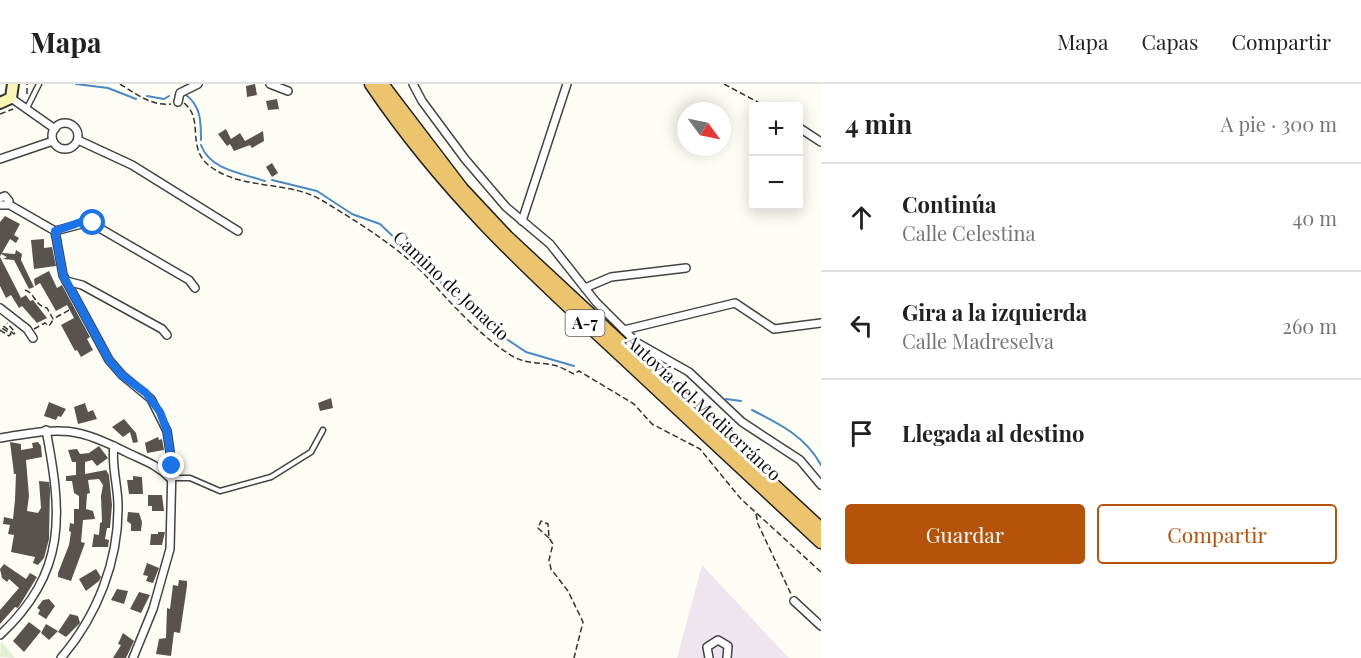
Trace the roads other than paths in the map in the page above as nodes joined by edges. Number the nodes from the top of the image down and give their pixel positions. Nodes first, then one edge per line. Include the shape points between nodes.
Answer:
1 (39, 84) edge
2 (198, 84) edge
3 (270, 84) edge
4 (371, 84) edge
5 (381, 84) edge
6 (413, 84) edge
7 (567, 84) edge
8 (14, 88) edge
9 (288, 92) dead end
10 (178, 102) road end
11 (0, 103) edge
12 (27, 108) junction
13 (55, 129) junction
14 (803, 130) edge
15 (78, 140) junction
16 (53, 141) junction
17 (821, 142) edge
18 (0, 159) edge
19 (0, 197) edge
20 (2, 205) edge
21 (522, 221) junction
22 (55, 231) junction
23 (238, 231) dead end
24 (686, 268) dead end
25 (66, 281) junction
26 (195, 288) dead end
27 (585, 288) junction
28 (0, 308) edge
29 (821, 323) edge
30 (624, 330) junction
31 (31, 335) road end
32 (166, 335) dead end
33 (46, 430) junction
34 (323, 430) dead end
35 (0, 438) edge
36 (114, 446) junction
37 (170, 478) junction
38 (821, 485) edge
39 (821, 529) edge
40 (821, 542) edge
41 (794, 601) road end
42 (821, 626) edge
43 (0, 635) edge
44 (135, 657) edge
45 (61, 658) edge
46 (709, 658) edge
47 (727, 658) edge

1 - 12 lane
2 - 10 street via 180,93
3 - 9 street
4 - 40 highway, Autovía del Mediterráneo / A-7 via 447,185 503,245
5 - 39 highway, Autovía del Mediterráneo / A-7 via 462,189 507,237
6 - 21 street via 465,159
7 - 21 street
8 - 11 main road
8 - 12 street
12 - 13 street
13 - 15 street via 62,124 71,125
13 - 16 street
14 - 17 street
15 - 16 street via 66,149
15 - 23 street via 132,165
16 - 18 street
19 - 20 street via 7,197
20 - 22 street
21 - 27 street via 550,244
22 - 25 street
22 - 26 street via 89,222 189,280
24 - 27 street via 610,277
25 - 32 street via 81,285 162,328
25 - 37 street via 112,365 146,393 160,412 169,441
27 - 30 street
28 - 31 street
29 - 30 street via 774,329 735,303
30 - 38 street via 636,342 697,378 742,422 800,460
33 - 35 street
33 - 36 street via 80,431
33 - 43 street via 58,496 55,540 36,589
34 - 37 lane via 311,452 271,477 220,491 186,477
36 - 37 street
36 - 45 street via 118,521 111,563 96,605
37 - 44 street via 170,549
41 - 42 street
46 - 47 street via 708,647 718,640 728,646

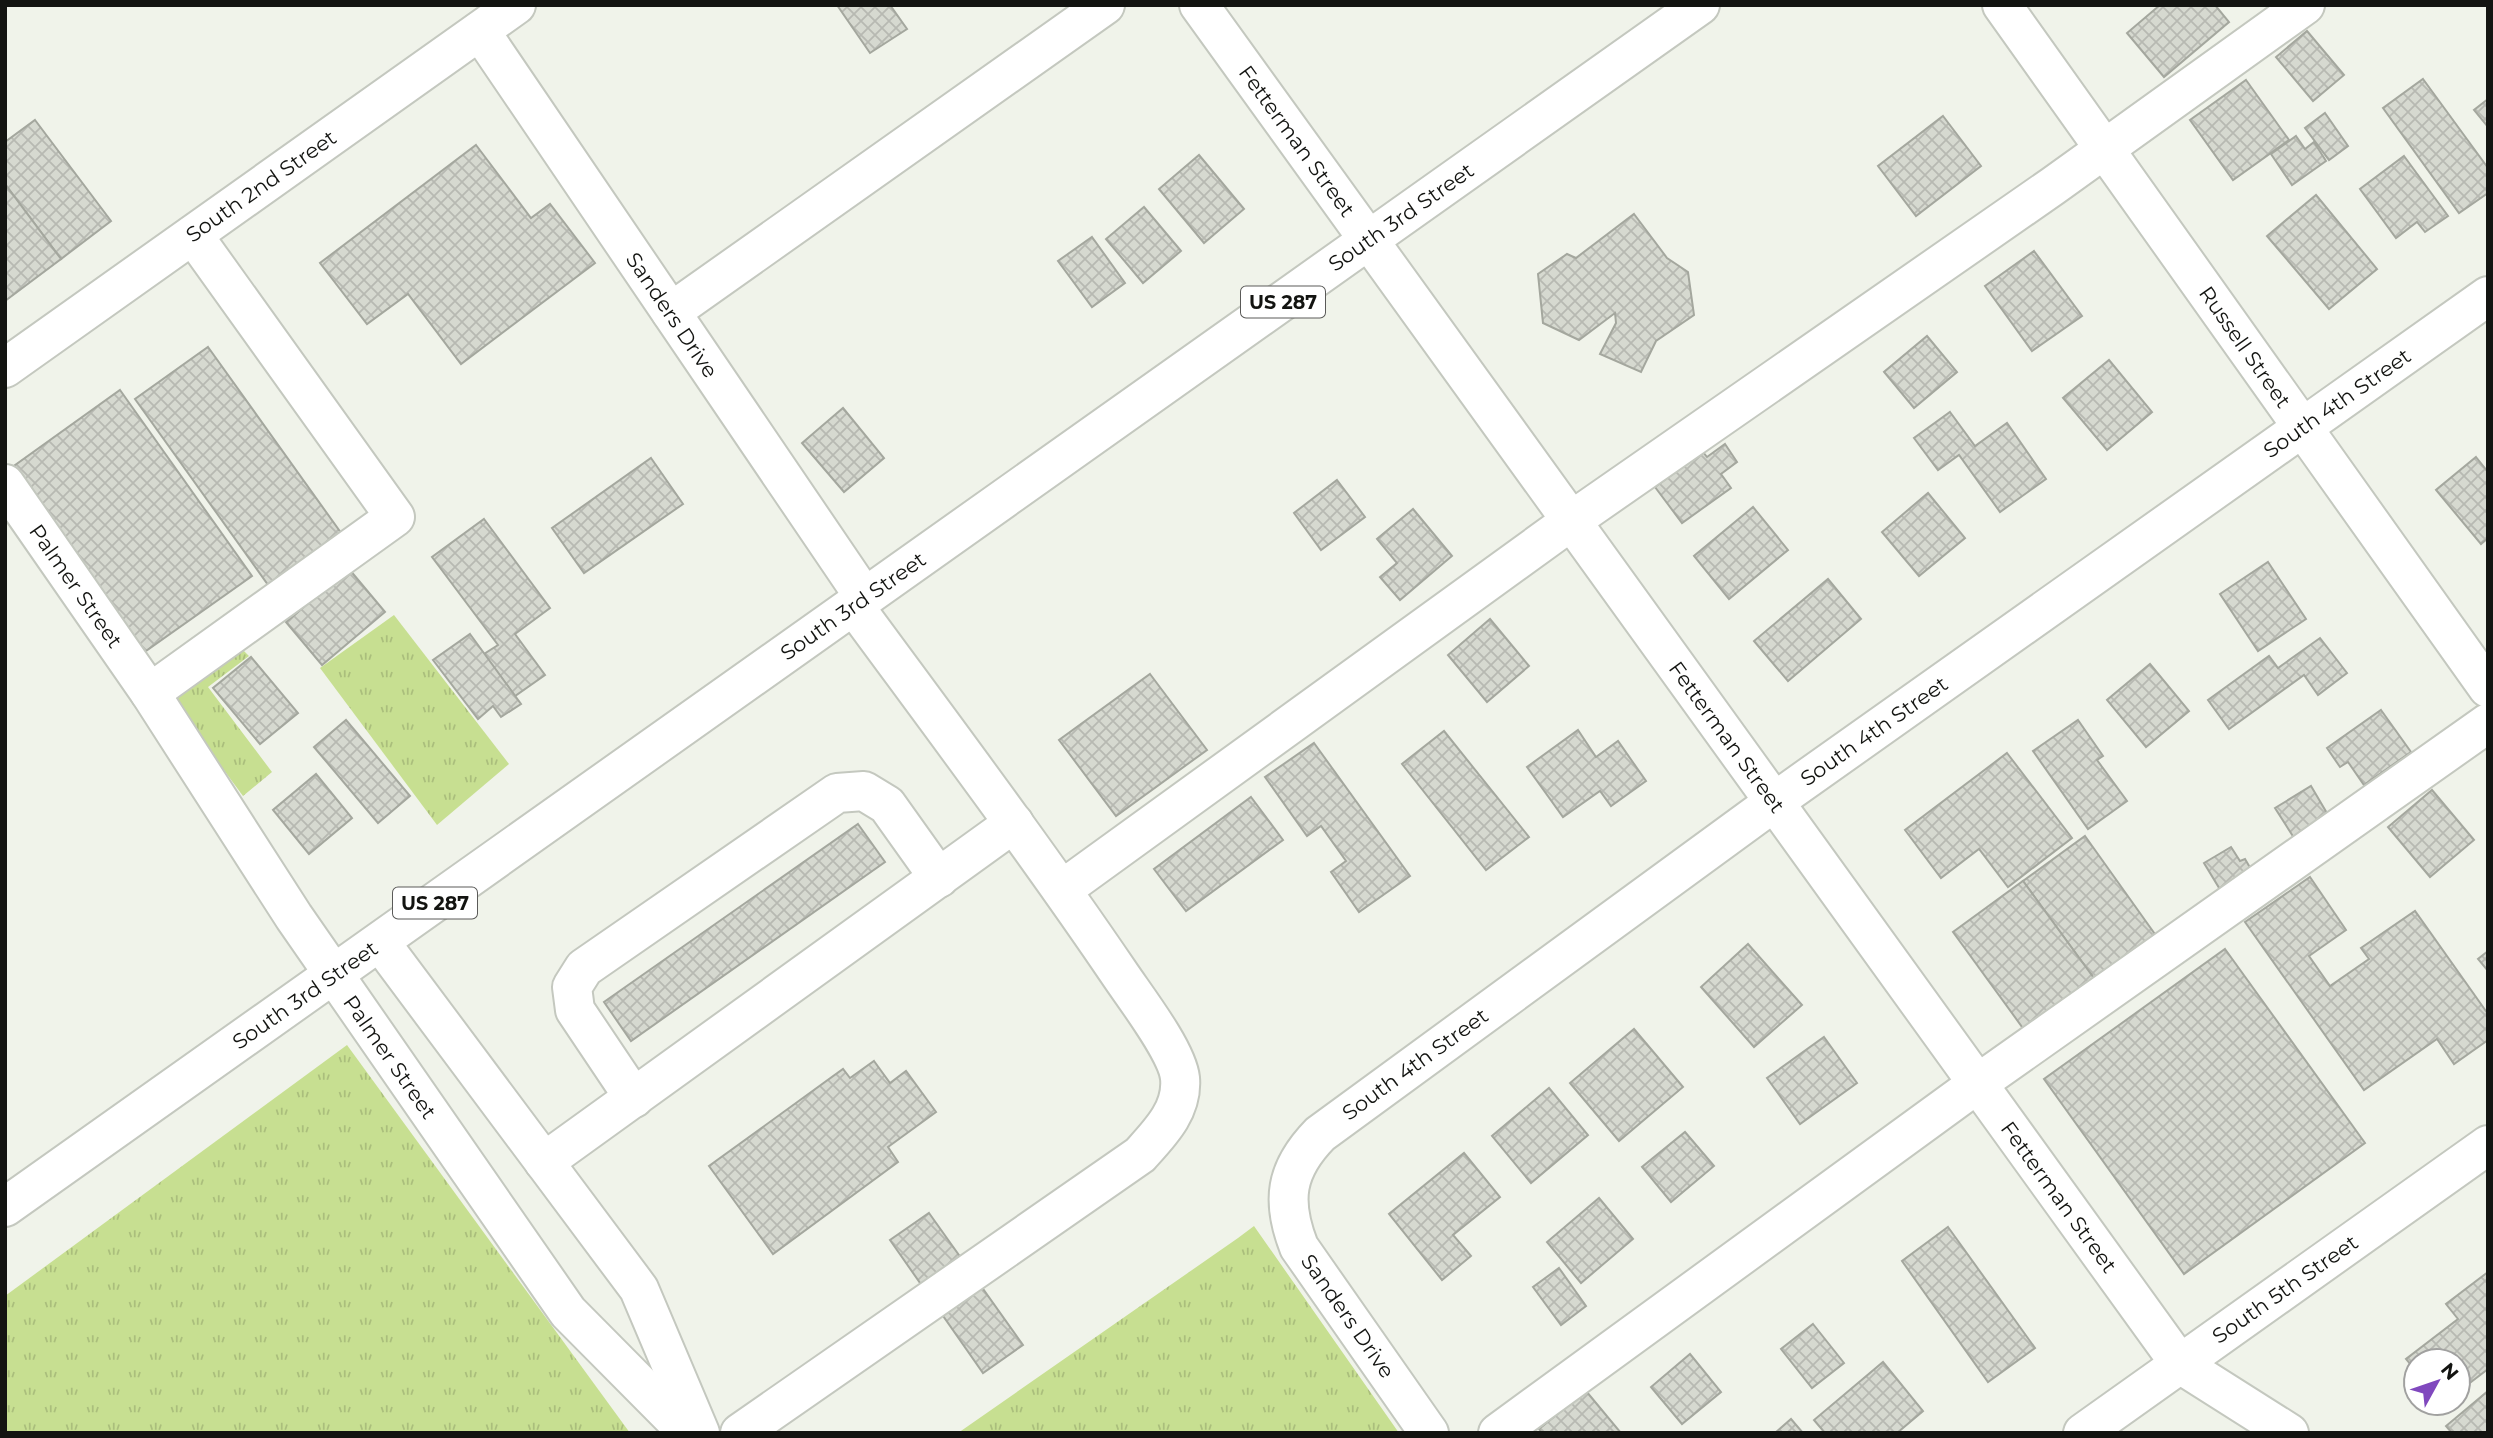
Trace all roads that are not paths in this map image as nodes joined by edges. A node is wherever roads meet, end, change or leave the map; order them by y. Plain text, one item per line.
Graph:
1 (516, 5) edge
2 (1105, 5) edge
3 (1199, 5) edge
4 (1700, 5) edge
5 (2002, 5) edge
6 (2305, 5) edge
7 (480, 31) junction
8 (2105, 150) junction
9 (193, 234) junction
10 (1368, 241) junction
11 (2488, 296) edge
12 (671, 312) junction
13 (5, 368) edge
14 (2302, 427) junction
15 (5, 484) edge
16 (1571, 521) junction
17 (860, 602) junction
18 (2488, 688) edge
19 (150, 693) junction
20 (2488, 723) edge
21 (1774, 802) junction
22 (1014, 824) junction
23 (939, 878) junction
24 (1063, 890) junction
25 (380, 942) junction
26 (333, 975) junction
27 (1977, 1084) junction
28 (634, 1098) junction
29 (544, 1162) junction
30 (2482, 1162) edge
31 (1288, 1191) joint
32 (5, 1207) edge
33 (2180, 1364) junction
34 (688, 1433) edge
35 (700, 1433) edge
36 (740, 1433) edge
37 (1429, 1433) edge
38 (1498, 1433) edge
39 (2083, 1433) edge
40 (2289, 1433) edge

1 - 7 street, South 2nd Street
2 - 12 street
3 - 10 street, Fetterman Street
4 - 10 street, South 3rd Street / US 287
5 - 8 street, Russell Street
6 - 8 street
7 - 9 street, South 2nd Street
7 - 12 street, Sanders Drive
8 - 14 street, Russell Street
8 - 16 street
9 - 13 street, South 2nd Street
9 - 19 street
10 - 16 street, Fetterman Street
10 - 17 street, South 3rd Street / US 287
11 - 14 street, South 4th Street
12 - 17 street, Sanders Drive
14 - 18 street, Russell Street
14 - 21 street, South 4th Street
15 - 19 street, Palmer Street
16 - 21 street, Fetterman Street
16 - 24 street
17 - 22 street, Sanders Drive
17 - 25 street, South 3rd Street / US 287
19 - 26 street, Palmer Street
20 - 27 street
21 - 27 street, Fetterman Street
21 - 31 street, South 4th Street
22 - 23 street
22 - 24 street, Sanders Drive
23 - 28 street
23 - 28 street
24 - 36 street, Sanders Drive
25 - 26 street, South 3rd Street / US 287
25 - 29 street
26 - 32 street, South 3rd Street / US 287
26 - 34 street, Palmer Street
27 - 33 street, Fetterman Street
27 - 38 street
28 - 29 street
29 - 35 street
30 - 33 street, South 5th Street
31 - 37 street, Sanders Drive
33 - 39 street, South 5th Street
33 - 40 street, Fetterman Street

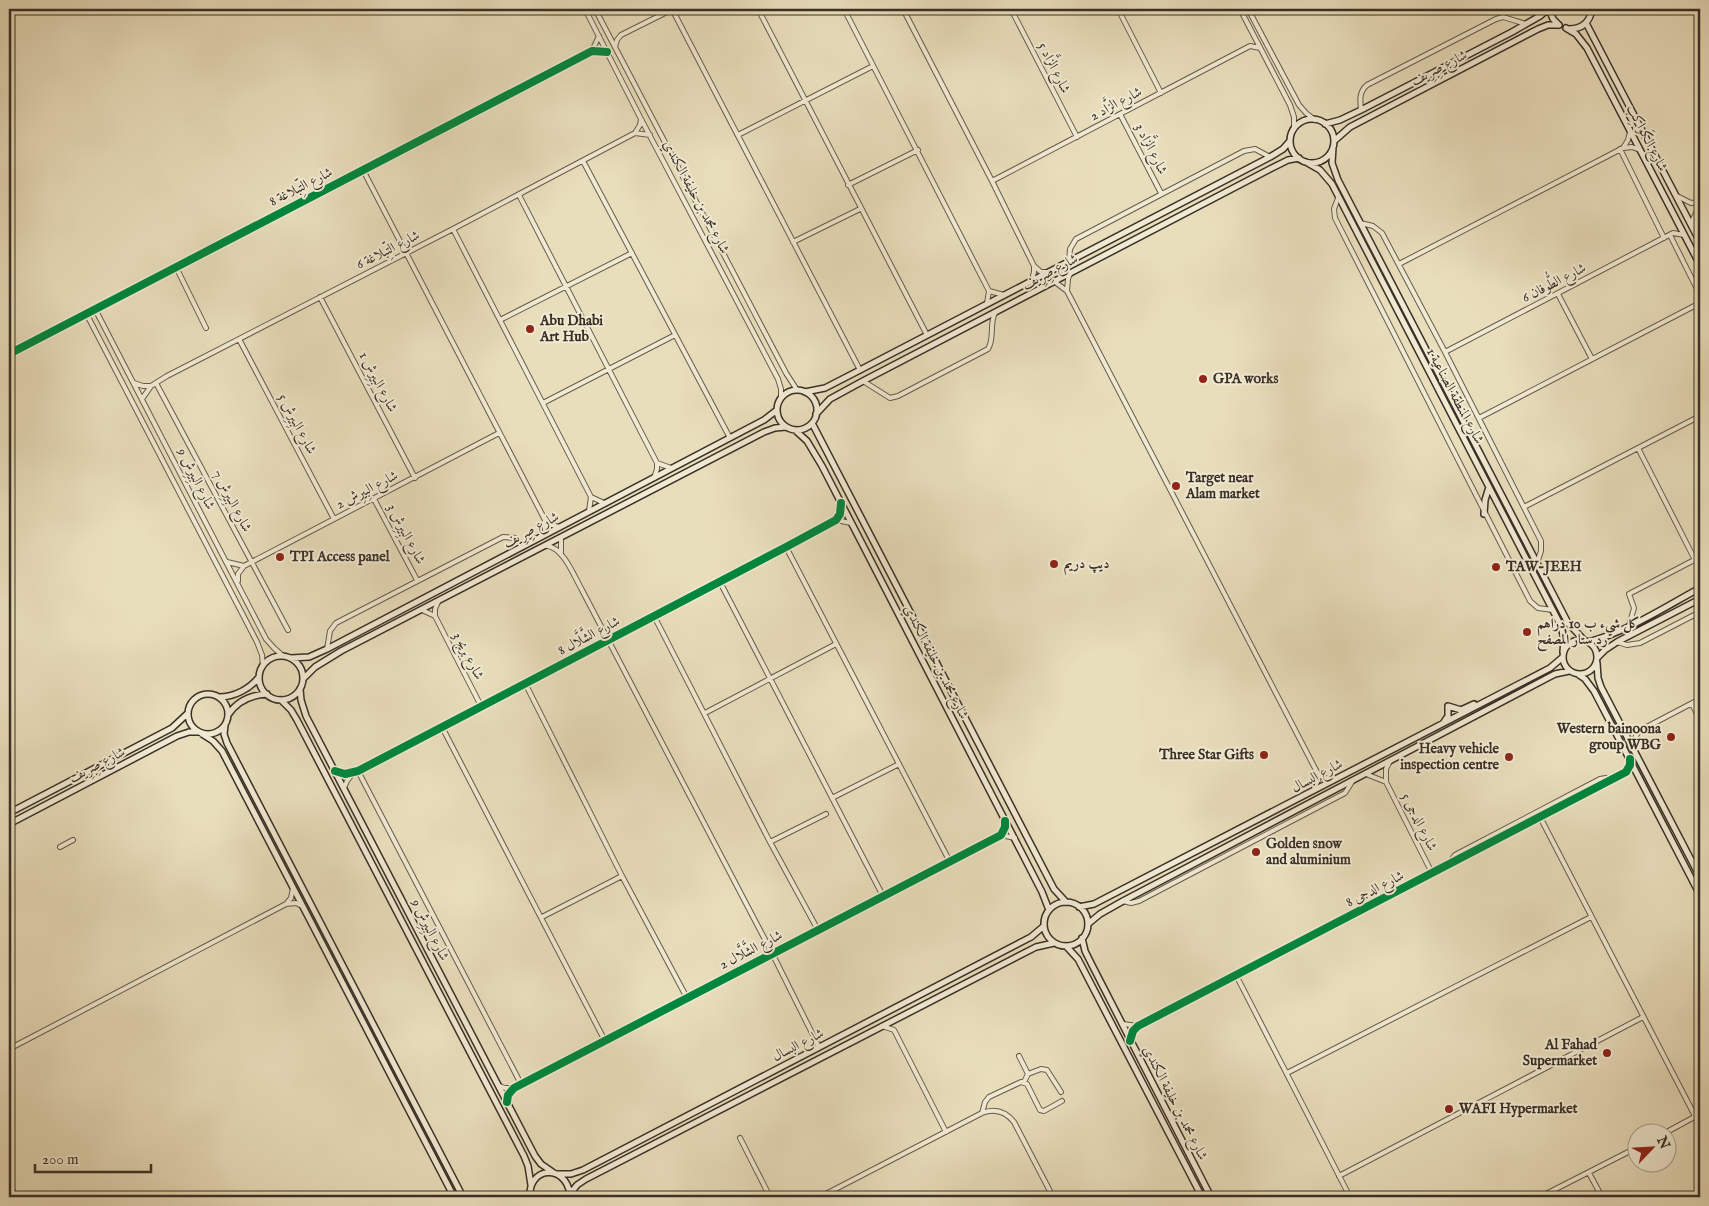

▶ **Required work**: Give the records back verbatim, pictures excluded.

▶ **Final answer**:
Trace the roads other than paths in the map in the page above as nodes joined by edges. Number the nodes from the top of the image down and give their pixel positions. Nodes first, then one edge per line. Include the shape points between nodes.
Answer:
1 (39, 84) edge
2 (198, 84) edge
3 (270, 84) edge
4 (371, 84) edge
5 (381, 84) edge
6 (413, 84) edge
7 (567, 84) edge
8 (14, 88) edge
9 (288, 92) dead end
10 (178, 102) road end
11 (0, 103) edge
12 (27, 108) junction
13 (55, 129) junction
14 (803, 130) edge
15 (78, 140) junction
16 (53, 141) junction
17 (821, 142) edge
18 (0, 159) edge
19 (0, 197) edge
20 (2, 205) edge
21 (522, 221) junction
22 (55, 231) junction
23 (238, 231) dead end
24 (686, 268) dead end
25 (66, 281) junction
26 (195, 288) dead end
27 (585, 288) junction
28 (0, 308) edge
29 (821, 323) edge
30 (624, 330) junction
31 (31, 335) road end
32 (166, 335) dead end
33 (46, 430) junction
34 (323, 430) dead end
35 (0, 438) edge
36 (114, 446) junction
37 (170, 478) junction
38 (821, 485) edge
39 (821, 529) edge
40 (821, 542) edge
41 (794, 601) road end
42 (821, 626) edge
43 (0, 635) edge
44 (135, 657) edge
45 (61, 658) edge
46 (709, 658) edge
47 (727, 658) edge

1 - 12 lane
2 - 10 street via 180,93
3 - 9 street
4 - 40 highway, Autovía del Mediterráneo / A-7 via 447,185 503,245
5 - 39 highway, Autovía del Mediterráneo / A-7 via 462,189 507,237
6 - 21 street via 465,159
7 - 21 street
8 - 11 main road
8 - 12 street
12 - 13 street
13 - 15 street via 62,124 71,125
13 - 16 street
14 - 17 street
15 - 16 street via 66,149
15 - 23 street via 132,165
16 - 18 street
19 - 20 street via 7,197
20 - 22 street
21 - 27 street via 550,244
22 - 25 street
22 - 26 street via 89,222 189,280
24 - 27 street via 610,277
25 - 32 street via 81,285 162,328
25 - 37 street via 112,365 146,393 160,412 169,441
27 - 30 street
28 - 31 street
29 - 30 street via 774,329 735,303
30 - 38 street via 636,342 697,378 742,422 800,460
33 - 35 street
33 - 36 street via 80,431
33 - 43 street via 58,496 55,540 36,589
34 - 37 lane via 311,452 271,477 220,491 186,477
36 - 37 street
36 - 45 street via 118,521 111,563 96,605
37 - 44 street via 170,549
41 - 42 street
46 - 47 street via 708,647 718,640 728,646

Trace all roads that are not paths in this map image as nodes joined by edges. A node is wherever roads meet, end, change or leave the map; order them by y. Plain text, one item per line.
Graph:
1 (516, 5) edge
2 (1105, 5) edge
3 (1199, 5) edge
4 (1700, 5) edge
5 (2002, 5) edge
6 (2305, 5) edge
7 (480, 31) junction
8 (2105, 150) junction
9 (193, 234) junction
10 (1368, 241) junction
11 (2488, 296) edge
12 (671, 312) junction
13 (5, 368) edge
14 (2302, 427) junction
15 (5, 484) edge
16 (1571, 521) junction
17 (860, 602) junction
18 (2488, 688) edge
19 (150, 693) junction
20 (2488, 723) edge
21 (1774, 802) junction
22 (1014, 824) junction
23 (939, 878) junction
24 (1063, 890) junction
25 (380, 942) junction
26 (333, 975) junction
27 (1977, 1084) junction
28 (634, 1098) junction
29 (544, 1162) junction
30 (2482, 1162) edge
31 (1288, 1191) joint
32 (5, 1207) edge
33 (2180, 1364) junction
34 (688, 1433) edge
35 (700, 1433) edge
36 (740, 1433) edge
37 (1429, 1433) edge
38 (1498, 1433) edge
39 (2083, 1433) edge
40 (2289, 1433) edge

1 - 7 street, South 2nd Street
2 - 12 street
3 - 10 street, Fetterman Street
4 - 10 street, South 3rd Street / US 287
5 - 8 street, Russell Street
6 - 8 street
7 - 9 street, South 2nd Street
7 - 12 street, Sanders Drive
8 - 14 street, Russell Street
8 - 16 street
9 - 13 street, South 2nd Street
9 - 19 street
10 - 16 street, Fetterman Street
10 - 17 street, South 3rd Street / US 287
11 - 14 street, South 4th Street
12 - 17 street, Sanders Drive
14 - 18 street, Russell Street
14 - 21 street, South 4th Street
15 - 19 street, Palmer Street
16 - 21 street, Fetterman Street
16 - 24 street
17 - 22 street, Sanders Drive
17 - 25 street, South 3rd Street / US 287
19 - 26 street, Palmer Street
20 - 27 street
21 - 27 street, Fetterman Street
21 - 31 street, South 4th Street
22 - 23 street
22 - 24 street, Sanders Drive
23 - 28 street
23 - 28 street
24 - 36 street, Sanders Drive
25 - 26 street, South 3rd Street / US 287
25 - 29 street
26 - 32 street, South 3rd Street / US 287
26 - 34 street, Palmer Street
27 - 33 street, Fetterman Street
27 - 38 street
28 - 29 street
29 - 35 street
30 - 33 street, South 5th Street
31 - 37 street, Sanders Drive
33 - 39 street, South 5th Street
33 - 40 street, Fetterman Street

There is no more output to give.